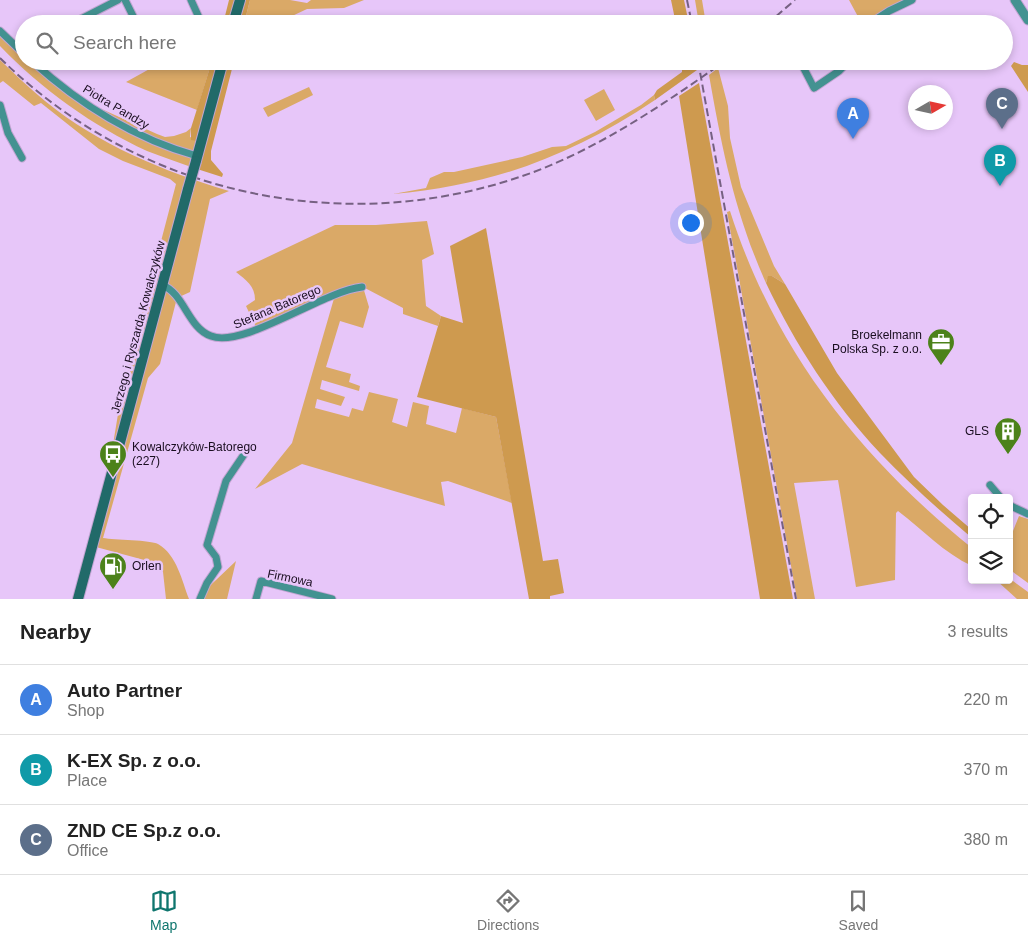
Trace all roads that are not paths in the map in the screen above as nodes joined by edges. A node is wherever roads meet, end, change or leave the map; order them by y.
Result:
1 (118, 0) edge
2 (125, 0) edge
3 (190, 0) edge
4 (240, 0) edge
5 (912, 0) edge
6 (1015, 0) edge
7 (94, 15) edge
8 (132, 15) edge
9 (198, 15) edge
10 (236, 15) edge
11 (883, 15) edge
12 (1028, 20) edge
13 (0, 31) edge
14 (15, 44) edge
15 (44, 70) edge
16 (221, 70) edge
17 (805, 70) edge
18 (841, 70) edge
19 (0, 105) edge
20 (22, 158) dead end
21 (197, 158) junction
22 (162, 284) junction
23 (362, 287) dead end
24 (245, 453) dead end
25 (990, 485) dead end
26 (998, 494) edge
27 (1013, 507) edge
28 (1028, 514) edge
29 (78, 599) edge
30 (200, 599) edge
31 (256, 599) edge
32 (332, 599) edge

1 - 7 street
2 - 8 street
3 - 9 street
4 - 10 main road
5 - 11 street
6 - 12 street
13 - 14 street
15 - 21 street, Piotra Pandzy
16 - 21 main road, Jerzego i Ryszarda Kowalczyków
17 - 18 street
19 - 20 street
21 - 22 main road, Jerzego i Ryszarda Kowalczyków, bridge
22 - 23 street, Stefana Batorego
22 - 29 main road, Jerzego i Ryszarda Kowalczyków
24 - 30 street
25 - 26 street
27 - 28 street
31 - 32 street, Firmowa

----------------

## Activity
Each record above is to be returned unchanged, while any picture it holds stays out.

## Response to this exercise
Trace all roads that are not paths in the map in the screen above as nodes joined by edges. A node is wherever roads meet, end, change or leave the map; order them by y.
Result:
1 (118, 0) edge
2 (125, 0) edge
3 (190, 0) edge
4 (240, 0) edge
5 (912, 0) edge
6 (1015, 0) edge
7 (94, 15) edge
8 (132, 15) edge
9 (198, 15) edge
10 (236, 15) edge
11 (883, 15) edge
12 (1028, 20) edge
13 (0, 31) edge
14 (15, 44) edge
15 (44, 70) edge
16 (221, 70) edge
17 (805, 70) edge
18 (841, 70) edge
19 (0, 105) edge
20 (22, 158) dead end
21 (197, 158) junction
22 (162, 284) junction
23 (362, 287) dead end
24 (245, 453) dead end
25 (990, 485) dead end
26 (998, 494) edge
27 (1013, 507) edge
28 (1028, 514) edge
29 (78, 599) edge
30 (200, 599) edge
31 (256, 599) edge
32 (332, 599) edge

1 - 7 street
2 - 8 street
3 - 9 street
4 - 10 main road
5 - 11 street
6 - 12 street
13 - 14 street
15 - 21 street, Piotra Pandzy
16 - 21 main road, Jerzego i Ryszarda Kowalczyków
17 - 18 street
19 - 20 street
21 - 22 main road, Jerzego i Ryszarda Kowalczyków, bridge
22 - 23 street, Stefana Batorego
22 - 29 main road, Jerzego i Ryszarda Kowalczyków
24 - 30 street
25 - 26 street
27 - 28 street
31 - 32 street, Firmowa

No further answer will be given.